The impact of sub-Saharan Africa’s emerging middle class on higher education has been evident for a while, and recent developments may point to an even stronger higher education system developing within the continent.
The African Union, which is comprised of every African nation apart from Morocco, has introduced a new passport offering visa-free access to each member state. Initially it will only be available to heads of state, politicians and African Union officials, but it’s hoped that it will be rolled out quickly across the continent, becoming available to all citizens by 2020.
Dr Dlamini-Zuma, chair of the African Union Commission, presented the first two passports at the 27th African Union Assembly.
Speaking at the event, he called it a, “steady step toward the objective of creating a strong, prosperous and integrated Africa, driven by its own citizens and capable of taking its rightful place on the world stage.”
Similar to EU passports, they will be inscribed with the name of the issuing country while denoting its status as a member of the African Union.
Currently, travel between countries in Africa is relatively restricted, with only 13 of the 55 nations allowing non-visa entry, or visa on arrival entry, to nationals of other African countries. This is said to have hindered academic mobility in the region, and the African Union Commission believes this new initiative can help address this issue. The region’s rapidly developing middle class and the increased economic stability has necessitated an improvement in domestic education, and this could be the next step to making that a reality.

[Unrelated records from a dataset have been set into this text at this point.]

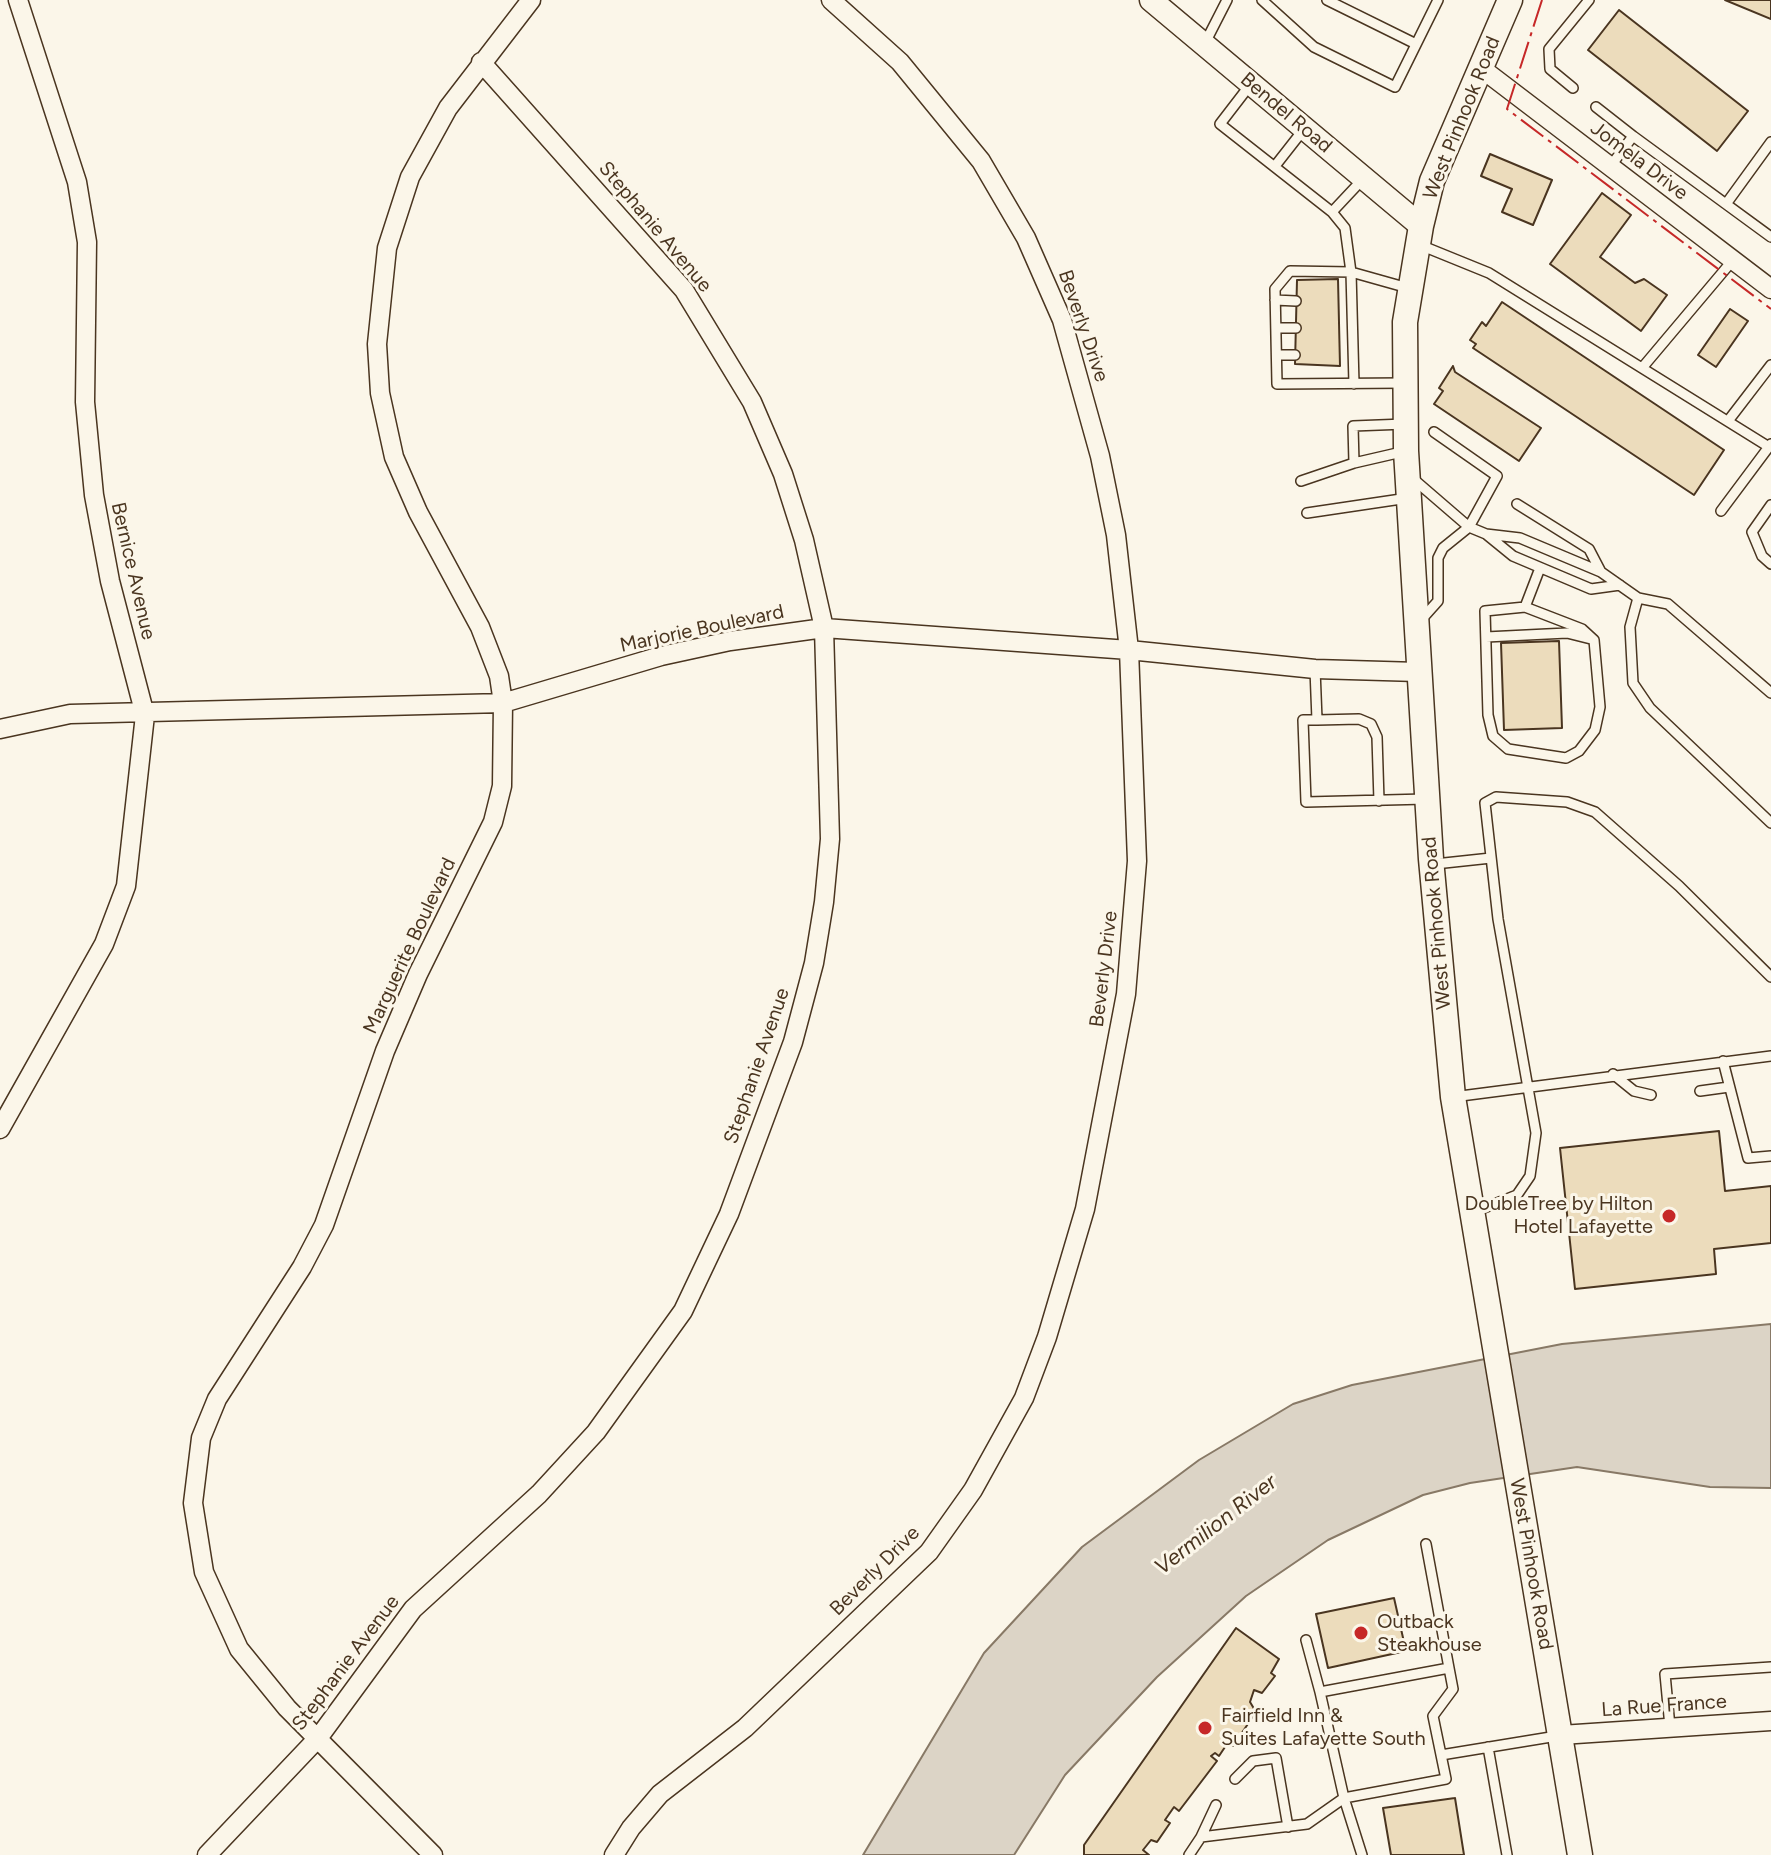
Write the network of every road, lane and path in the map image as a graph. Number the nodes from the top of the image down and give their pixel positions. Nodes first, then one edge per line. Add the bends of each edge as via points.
1 (18, 0) edge
2 (531, 0) edge
3 (831, 0) edge
4 (1151, 0) edge
5 (1227, 0) edge
6 (1262, 0) edge
7 (1327, 0) edge
8 (1438, 0) edge
9 (1509, 0) edge
10 (1589, 0) edge
11 (1416, 44) junction
12 (1204, 46) junction
13 (481, 62) junction
14 (1481, 68) junction
15 (1251, 84) junction
16 (1573, 88) dead end
17 (1596, 107) dead end
18 (1304, 129) junction
19 (1633, 136) junction
20 (1771, 142) edge
21 (1275, 166) junction
22 (1610, 167) junction
23 (1364, 178) junction
24 (1726, 204) junction
25 (1332, 212) junction
26 (1419, 234) junction
27 (1771, 237) edge
28 (1733, 260) junction
29 (1351, 272) junction
30 (1408, 288) junction
31 (1771, 289) edge
32 (1275, 300) junction
33 (1296, 301) dead end
34 (1339, 301) dead end
35 (1352, 302) junction
36 (1276, 328) junction
37 (1296, 328) dead end
38 (1339, 329) dead end
39 (1353, 329) junction
40 (1277, 355) junction
41 (1295, 355) dead end
42 (1340, 355) dead end
43 (1353, 355) junction
44 (1771, 365) edge
45 (1642, 368) junction
46 (1404, 383) junction
47 (1354, 384) junction
48 (1728, 421) junction
49 (1405, 424) junction
50 (1434, 432) dead end
51 (1770, 446) edge
52 (1354, 463) junction
53 (1407, 474) junction
54 (1301, 481) dead end
55 (1517, 504) dead end
56 (1771, 505) edge
57 (1721, 511) dead end
58 (1307, 513) dead end
59 (1469, 527) junction
60 (1486, 534) junction
61 (1771, 564) edge
62 (1540, 568) junction
63 (1601, 572) junction
64 (1620, 585) junction
65 (1638, 598) junction
66 (1525, 607) junction
67 (1417, 625) junction
68 (824, 628) junction
69 (1486, 637) junction
70 (1594, 640) junction
71 (1129, 650) junction
72 (1315, 669) junction
73 (1418, 672) junction
74 (1771, 693) edge
75 (503, 703) junction
76 (145, 715) junction
77 (1317, 720) junction
78 (0, 729) edge
79 (1426, 799) junction
80 (1379, 801) junction
81 (1771, 823) edge
82 (1491, 858) junction
83 (1431, 865) junction
84 (1771, 977) edge
85 (1771, 1056) edge
86 (1723, 1061) junction
87 (1613, 1074) junction
88 (1530, 1087) junction
89 (1729, 1087) junction
90 (1700, 1091) dead end
91 (1651, 1095) dead end
92 (1453, 1097) junction
93 (0, 1129) edge
94 (1771, 1156) edge
95 (1473, 1212) junction
96 (1426, 1544) dead end
97 (1306, 1640) dead end
98 (1771, 1667) edge
99 (1449, 1668) junction
100 (1320, 1692) junction
101 (1771, 1721) edge
102 (1670, 1727) junction
103 (1561, 1735) junction
104 (319, 1737) junction
105 (1488, 1747) junction
106 (1441, 1755) junction
107 (1235, 1779) dead end
108 (1344, 1798) junction
109 (1216, 1805) dead end
110 (1288, 1827) junction
111 (1201, 1837) junction
112 (207, 1855) edge
113 (433, 1855) edge
114 (614, 1855) edge
115 (1189, 1855) edge
116 (1362, 1855) edge
117 (1507, 1855) edge
118 (1580, 1855) edge

1 - 76 street, Bernice Avenue via 77,182 87,242 85,402 94,495
2 - 13 street, Marguerite Boulevard
3 - 71 street, Beverly Drive via 900,62 947,116 981,161 1044,276 1062,320 1100,456 1116,535
4 - 12 street, Bendel Road
5 - 12 lane
6 - 11 lane via 1314,47 1395,87
7 - 11 lane
8 - 11 lane
9 - 14 main road, West Pinhook Road
10 - 16 lane via 1549,49 1550,69
12 - 15 street, Bendel Road
13 - 68 street, Stephanie Avenue via 644,242 717,340 752,402 783,474
13 - 75 street, Marguerite Boulevard via 440,122 393,223 382,281 377,365 394,457 480,627
14 - 22 street, Jomela Drive
14 - 26 main road, West Pinhook Road via 1432,181
15 - 18 street, Bendel Road
15 - 21 lane via 1220,124
17 - 19 lane
18 - 21 lane
18 - 23 street, Bendel Road
19 - 22 lane
19 - 24 lane
20 - 24 lane
21 - 25 lane
22 - 28 street, Jomela Drive
23 - 25 lane
23 - 26 street, Bendel Road
24 - 27 lane
25 - 29 lane via 1345,228
26 - 30 main road, West Pinhook Road
26 - 45 lane
28 - 31 street, Jomela Drive
28 - 45 lane
29 - 30 lane
29 - 32 lane via 1290,271 1275,289
29 - 35 lane
30 - 46 main road, West Pinhook Road
32 - 33 lane
32 - 36 lane
34 - 35 lane
35 - 39 lane
36 - 37 lane
36 - 40 lane
38 - 39 lane
39 - 43 lane
40 - 41 lane
40 - 47 lane via 1277,384
42 - 43 lane
43 - 47 lane
44 - 48 lane
45 - 48 lane
46 - 47 lane
46 - 49 main road, West Pinhook Road
48 - 51 lane
49 - 52 lane via 1353,426
49 - 53 main road, West Pinhook Road
50 - 59 lane via 1497,476
51 - 57 lane
52 - 53 lane
52 - 54 lane
53 - 58 lane
53 - 59 lane
53 - 67 main road, West Pinhook Road
55 - 63 lane via 1589,549
56 - 61 lane via 1752,532
59 - 60 lane
59 - 67 lane via 1443,548 1438,558 1438,601
60 - 62 lane via 1513,556
60 - 63 lane via 1520,538
62 - 64 lane via 1591,589
62 - 66 lane
63 - 64 lane
64 - 65 lane
65 - 74 lane via 1668,604
65 - 81 lane via 1630,627 1633,683 1650,708
66 - 69 lane via 1485,611
66 - 70 lane via 1582,629
67 - 73 main road, West Pinhook Road
68 - 71 street, Marjorie Boulevard
68 - 75 street, Marjorie Boulevard via 661,656
68 - 104 street, Stephanie Avenue via 830,839 824,902 793,1042 729,1214 683,1311 625,1396 539,1494 413,1609
69 - 70 lane via 1567,633
69 - 70 lane via 1493,736 1508,749 1566,758 1595,730 1600,707
71 - 72 street, Marjorie Boulevard
71 - 114 street, Beverly Drive via 1137,861 1126,994 1085,1209 1024,1398 973,1490 929,1552 745,1728 660,1794
72 - 73 street, Marjorie Boulevard
72 - 77 lane
73 - 79 main road, West Pinhook Road
75 - 76 street, Marjorie Boulevard
75 - 104 street, Marguerite Boulevard via 503,771 493,822 385,1051 324,1225 217,1399 201,1438 193,1503 197,1546 223,1621 263,1681
76 - 78 street, Marjorie Boulevard via 70,714
76 - 93 street, Bernice Avenue via 126,886 104,944
77 - 80 lane via 1359,719 1371,724 1377,737
77 - 80 lane via 1303,720 1306,802
79 - 80 lane
79 - 83 main road, West Pinhook Road
82 - 83 lane
82 - 84 lane via 1485,803 1496,797 1567,802 1595,812
82 - 88 lane via 1506,972
83 - 92 main road, West Pinhook Road
85 - 86 lane
86 - 87 lane
86 - 89 lane
87 - 88 lane
87 - 91 lane via 1634,1091
88 - 92 lane
88 - 95 lane via 1536,1133 1530,1176 1517,1195
89 - 90 lane
89 - 94 lane via 1748,1158
92 - 95 main road, West Pinhook Road
95 - 103 main road, West Pinhook Road
96 - 99 lane
97 - 100 lane
98 - 102 lane via 1665,1674
99 - 100 lane
99 - 106 lane via 1453,1689 1433,1716
100 - 108 lane
101 - 102 street, La Rue France
102 - 103 street, La Rue France
103 - 105 lane
103 - 118 main road, West Pinhook Road
104 - 112 street, Stephanie Avenue
104 - 113 street, Marguerite Boulevard
105 - 106 lane
105 - 117 lane
106 - 108 lane via 1446,1779
107 - 110 lane via 1253,1761 1276,1758
108 - 110 lane via 1307,1824
108 - 116 lane
109 - 111 lane
110 - 111 lane
111 - 115 lane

Visa openness is about facilitating free movement of people. It is about getting more people mobile, to carry out their business easily, spontaneously, quickly, with minimum cost. That applies whether you are a businessman or woman, a student or researcher, a cross-border trader or entrepreneur… Africa’s population is expected to rise to over two billion people by 2050. The continent’s economic transformation needs to promote inclusive growth. Expanding opportunities for a growing population puts skills high up the agenda. And skills and talent mobility go hand in hand. Removing time, cost, and process obstacles to moving freely across the continent empower Africans to make study or job choices that impact on their incomes.
Of course, this approach is something that is already in place in European countries within the Schengen Area. However, the tight timeline given to the African passport initiative has led to many questioning its feasibility.
Cristiano D’Orsi of the University of Pretoria, for example, has argued that, “the barriers to a pan-African passport may be insurmountable.”
The initiative has decided on biometric technology, but as D’Orsi notes: “Only 13 of the 54 AU members offer biometric passports. Algeria, Egypt, Gabon, Ghana and Tunisia, for example, do not have them.”
This is just one example in which the lack of development raises problems for the scheme, with other areas also under scrutiny. Similar arguments to those levelled against the Schengen Area have emerged within some African nations. The main issue concerning the public is that the differing economic levels of the countries involved will lead to increased unemployment if limitless migration is allowed.
Even if all of these issues are overcome, before student mobility in the region can reach its full potential significant improvements need to be made to higher education itself. Jenny Lee of the University of Arizona’s Center for the Study of Higher Education notes that: “With increased mobility, there needs to be increased attention to the education and experiences of international students upon their arrival to ensure their transition and success. I doubt such effects are being considered.” Currently, the higher education infrastructure in Africa is far from world class – there are only four universities in the top 500, all of which are either located in South Africa or Egypt.
The African Research Universities Alliance (ARUA) is one organization trying to improve the situation. The ARUA is attempting to align the continent’s leading research universities, to form an educational hub. This would allow the institutions to share resources, and develop higher education across the nations involved. By laying these foundations, the organization hopes that higher education in Africa as a whole will develop.
Initiatives such as those of the African Union Commission and ARUA, coupled with a burgeoning middle class, could soon impact student mobility among domestic students in Africa, along with a rapid amelioration of the higher education facilities the continent provides.